Mesdames et Messieurs ;
Il est généralement reconnu que la traite des êtres humains est un phénomène de portée nationale et mondiale contre lequel les mesures nationales sont parfois insuffisantes.
Lorsqu’elle est réprimée plus vigoureusement dans un pays, elle reparaît le plus souvent dans un autre pays.
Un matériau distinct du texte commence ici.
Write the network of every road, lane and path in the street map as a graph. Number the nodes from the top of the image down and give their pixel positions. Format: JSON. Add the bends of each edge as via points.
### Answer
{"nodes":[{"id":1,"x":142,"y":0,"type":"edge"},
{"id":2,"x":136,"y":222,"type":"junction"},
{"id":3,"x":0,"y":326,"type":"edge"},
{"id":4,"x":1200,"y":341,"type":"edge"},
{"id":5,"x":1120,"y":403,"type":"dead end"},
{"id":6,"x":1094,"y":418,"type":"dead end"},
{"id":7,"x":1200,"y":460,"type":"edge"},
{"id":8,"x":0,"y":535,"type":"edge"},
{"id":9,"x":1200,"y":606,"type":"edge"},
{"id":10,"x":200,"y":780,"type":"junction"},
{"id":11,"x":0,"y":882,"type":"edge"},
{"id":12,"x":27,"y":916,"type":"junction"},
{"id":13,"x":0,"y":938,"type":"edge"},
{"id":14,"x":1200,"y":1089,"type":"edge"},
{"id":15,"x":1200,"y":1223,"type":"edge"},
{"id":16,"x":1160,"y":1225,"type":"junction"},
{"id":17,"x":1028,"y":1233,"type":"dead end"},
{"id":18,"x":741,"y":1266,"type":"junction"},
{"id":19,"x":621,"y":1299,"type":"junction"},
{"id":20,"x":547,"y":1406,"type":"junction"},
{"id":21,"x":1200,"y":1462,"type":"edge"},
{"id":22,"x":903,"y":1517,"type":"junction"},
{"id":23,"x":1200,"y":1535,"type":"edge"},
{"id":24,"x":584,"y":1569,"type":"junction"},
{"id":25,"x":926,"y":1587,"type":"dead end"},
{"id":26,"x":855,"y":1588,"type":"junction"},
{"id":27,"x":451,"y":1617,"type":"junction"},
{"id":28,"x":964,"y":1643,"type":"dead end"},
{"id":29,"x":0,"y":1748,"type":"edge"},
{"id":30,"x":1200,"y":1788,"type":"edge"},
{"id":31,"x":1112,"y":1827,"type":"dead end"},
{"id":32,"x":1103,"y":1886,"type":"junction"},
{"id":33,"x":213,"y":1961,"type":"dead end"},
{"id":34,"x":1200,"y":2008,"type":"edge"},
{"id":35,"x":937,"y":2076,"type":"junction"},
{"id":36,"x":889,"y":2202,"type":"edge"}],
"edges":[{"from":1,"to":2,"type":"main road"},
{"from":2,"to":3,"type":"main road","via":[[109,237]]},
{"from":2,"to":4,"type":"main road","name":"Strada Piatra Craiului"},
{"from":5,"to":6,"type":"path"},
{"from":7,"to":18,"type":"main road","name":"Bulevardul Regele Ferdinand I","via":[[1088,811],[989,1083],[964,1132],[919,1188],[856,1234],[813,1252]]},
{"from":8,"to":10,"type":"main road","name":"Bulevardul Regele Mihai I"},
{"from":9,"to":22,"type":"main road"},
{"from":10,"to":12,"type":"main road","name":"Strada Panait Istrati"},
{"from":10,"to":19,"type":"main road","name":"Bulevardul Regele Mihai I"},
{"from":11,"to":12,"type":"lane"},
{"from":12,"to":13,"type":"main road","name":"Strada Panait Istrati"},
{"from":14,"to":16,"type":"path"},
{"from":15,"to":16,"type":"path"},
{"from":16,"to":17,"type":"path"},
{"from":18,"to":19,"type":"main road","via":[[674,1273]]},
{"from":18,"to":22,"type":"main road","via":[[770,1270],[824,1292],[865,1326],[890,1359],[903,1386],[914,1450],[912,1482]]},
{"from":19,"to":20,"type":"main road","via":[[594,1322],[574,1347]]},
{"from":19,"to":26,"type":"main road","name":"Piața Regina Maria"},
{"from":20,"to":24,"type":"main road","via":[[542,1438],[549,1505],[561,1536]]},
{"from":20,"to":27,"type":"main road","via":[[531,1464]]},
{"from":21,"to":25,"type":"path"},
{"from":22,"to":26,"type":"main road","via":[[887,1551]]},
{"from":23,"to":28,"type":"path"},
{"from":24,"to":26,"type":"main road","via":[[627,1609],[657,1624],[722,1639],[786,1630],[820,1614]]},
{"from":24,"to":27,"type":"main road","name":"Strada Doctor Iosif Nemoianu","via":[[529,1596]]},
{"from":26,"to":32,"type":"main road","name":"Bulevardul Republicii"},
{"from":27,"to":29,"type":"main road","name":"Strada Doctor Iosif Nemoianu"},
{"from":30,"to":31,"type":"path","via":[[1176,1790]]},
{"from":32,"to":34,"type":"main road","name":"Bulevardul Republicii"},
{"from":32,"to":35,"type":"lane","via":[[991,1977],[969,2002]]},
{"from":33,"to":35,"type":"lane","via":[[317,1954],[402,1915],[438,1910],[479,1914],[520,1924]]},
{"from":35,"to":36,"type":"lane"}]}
Vous aurez compris, le défi est énorme, mais il n’est pas insurmontable.
C’est pourquoi, j’invite solennellement les Etats Unis d’Amérique, l’Union Européenne, l’Union Africaine ainsi que les Organisations Internationales voire Nationales, à continuer à soutenir notre pays dans cette lutte sans merci qu’il a engagée contre ce crime odieux.
En terminant mon propos, je voudrais donc saluer les efforts des Etats Unis d’ Amérique, de l’UNICEF, du PNUD, du Barreau Américain, de l’OIM, des Organisations Internationales et Nationales en faveur de République Centrafricaine pour éradiquer ce phénomène.
En vue de la consolidation des acquis, de la prévention et la prise en charge holistique des enfants, je lance à nouveau un vibrant appel à la communauté internationale, aux partenaires techniques et financiers et aux bailleurs de fonds, de soutenir les efforts du Gouvernement pour la protection des droits des enfants, la réinsertion sociale et la réintégration socio-économique des enfants enrôlés dans les groupes armés.
Ensemble, disons « Stop à l’exploitation des êtres humains ».

Je vous remercie.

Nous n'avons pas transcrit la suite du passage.